Sydney Morning Herald has a story by Supriya Singh:
Professor Swami Manohar, one of the original group of designers of the Simputer, says: “We have learnt that ideas and technology alone do not make a success . . . You have to succeed in the market.”
Manohar is a computer scientist with the Indian Institute of Science in Bangalore. He is also the chief executive of PicoPeta Simputers, one of the two companies developing the Simputer. He says publicity that it was a simple, cheap computer for the poor and illiterate “gave it the stigma of ‘ration rice’. Even the poor see the more expensive rice as the better rice. It is marketing and packaging that influence the decision makers.”
Marketing did not, however, convince the decision makers in and out of government who would have funded the purchase of the Simputer, so now its supporters are going directly to the retail market.
Looking back over the five years since the concept was articulated, he says: “We should have marketed it as world-class technology that makes computing simpler for everyone. World-class development is the right thing also for the poor.”
It is the “daughter syndrome”, says Professor S. Sadagopan, director of the Indian Institute of Information Technology, also in Bangalore. “You love your daughter so much that you cannot stand to give her away in marriage. Hence they did not make the deals that came to them from foreign companies.”
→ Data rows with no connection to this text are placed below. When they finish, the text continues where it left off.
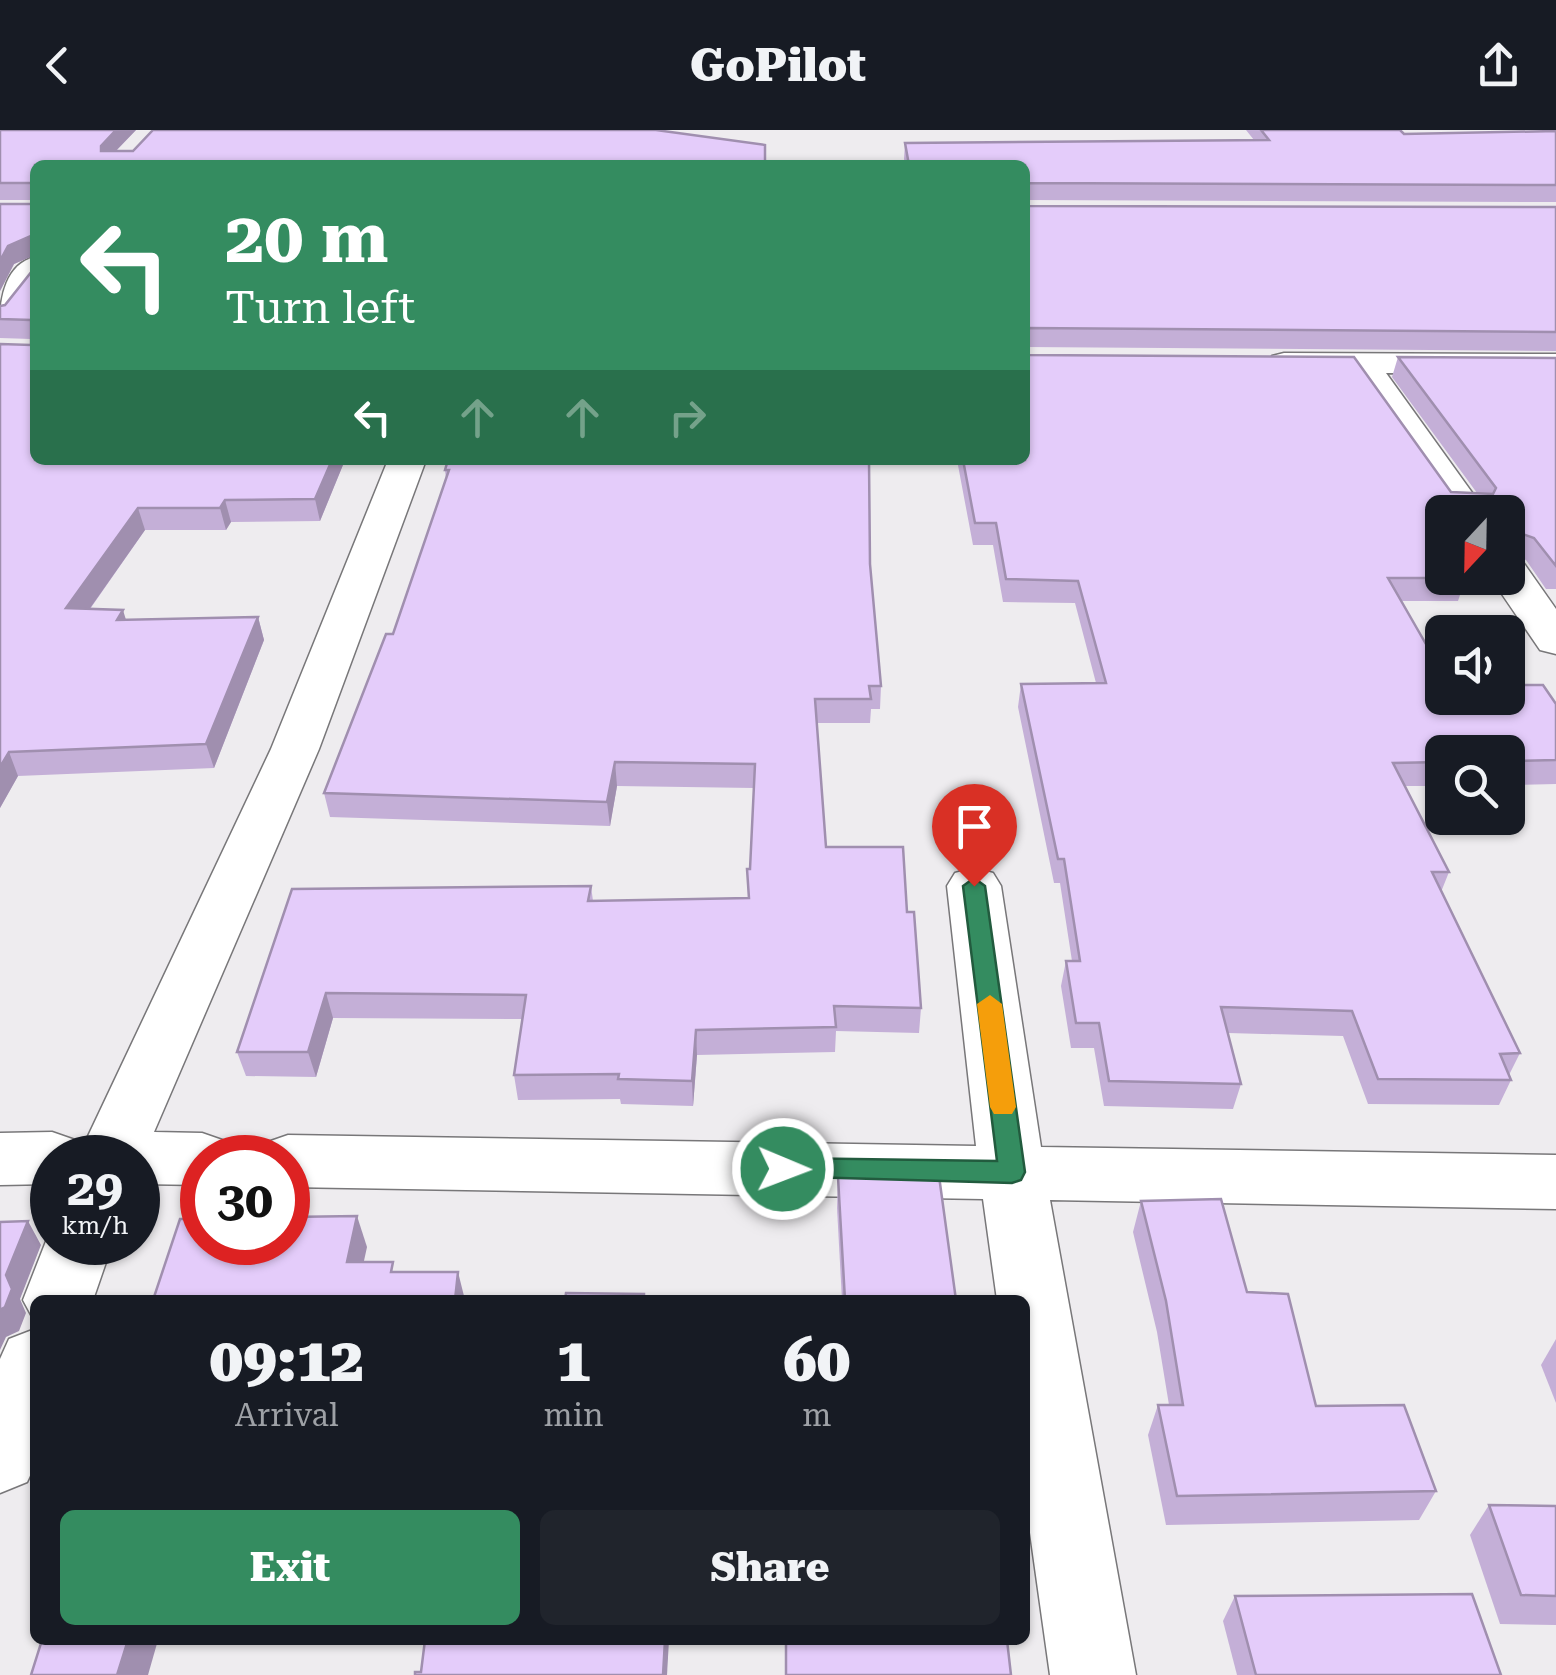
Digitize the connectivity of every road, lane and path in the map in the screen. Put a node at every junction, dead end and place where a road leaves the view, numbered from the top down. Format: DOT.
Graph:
graph roads {
  1 [pos="30,273"];
  2 [pos="0,313"];
  3 [pos="1242,362"];
  4 [pos="1361,363"];
  5 [pos="1556,364"];
  6 [pos="405,465"];
  7 [pos="1454,495"];
  8 [pos="1524,595"];
  9 [pos="1556,641"];
  10 [pos="974,886"];
  11 [pos="120,1135"];
  12 [pos="30,1158"];
  13 [pos="0,1159"];
  14 [pos="310,1161"];
  15 [pos="1012,1172"];
  16 [pos="1556,1182"];
  17 [pos="71,1265"];
  18 [pos="60,1295"];
  19 [pos="30,1376"];
  20 [pos="0,1457"];
  21 [pos="1093,1675"];
  1 -- 2 [label="street"];
  3 -- 4 [label="street"];
  4 -- 5 [label="street"];
  4 -- 7 [label="street"];
  6 -- 11 [label="street"];
  8 -- 9 [label="street"];
  10 -- 15 [label="street"];
  12 -- 13 [label="street"];
  14 -- 15 [label="street"];
  15 -- 16 [label="street"];
  15 -- 21 [label="street"];
  17 -- 18 [label="street"];
  19 -- 20 [label="street"];
}
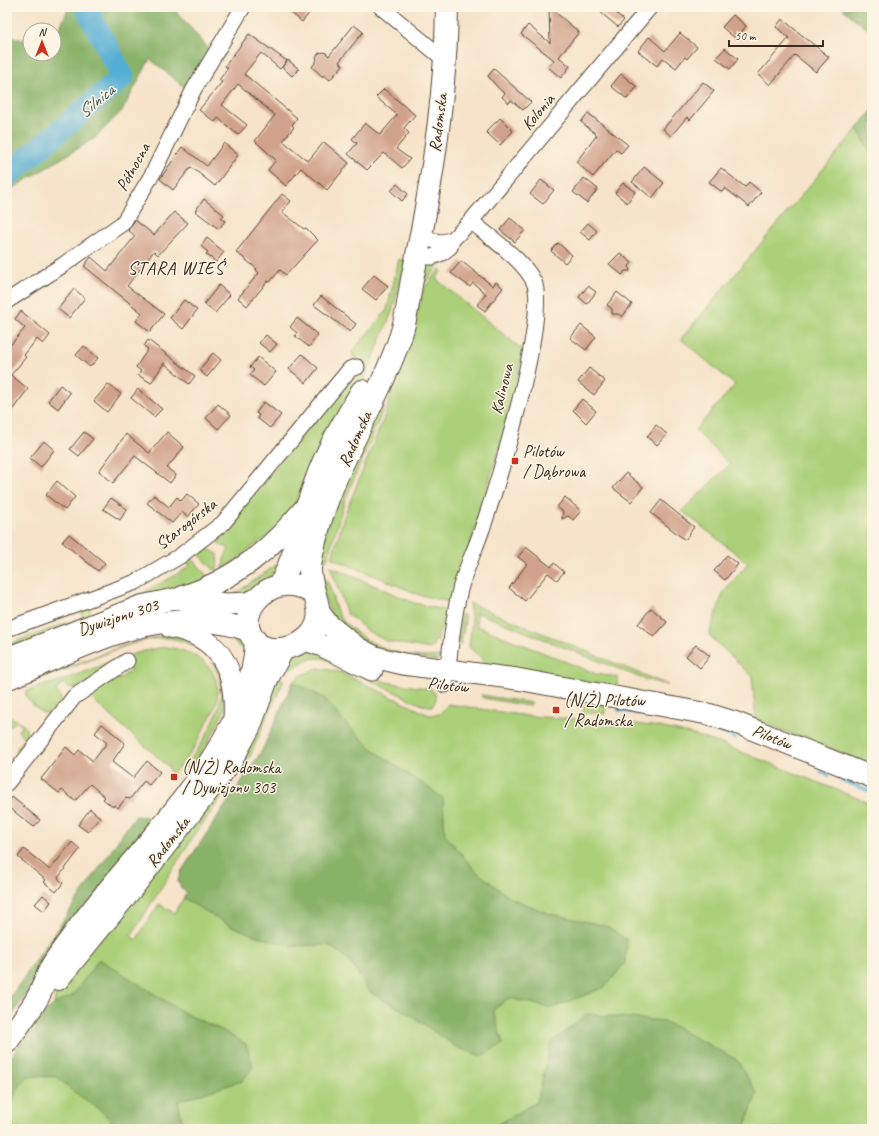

Others say the timing is wrong. PCs in 2001 were selling for 50,000 Indian rupees ($1500). PDAs and mobile phones were not as popular. But now some universities are using PCs with Linux and a Taiwanese chip, costing less than $300. Mobile phones in India are now among the cheapest in the world. So why would somebody spend $450 on a hand-held computer?
The Simputer team is betting that the quality of the technology, aided by better marketing, will make the difference. “It is the device you want to have,” Manohar says.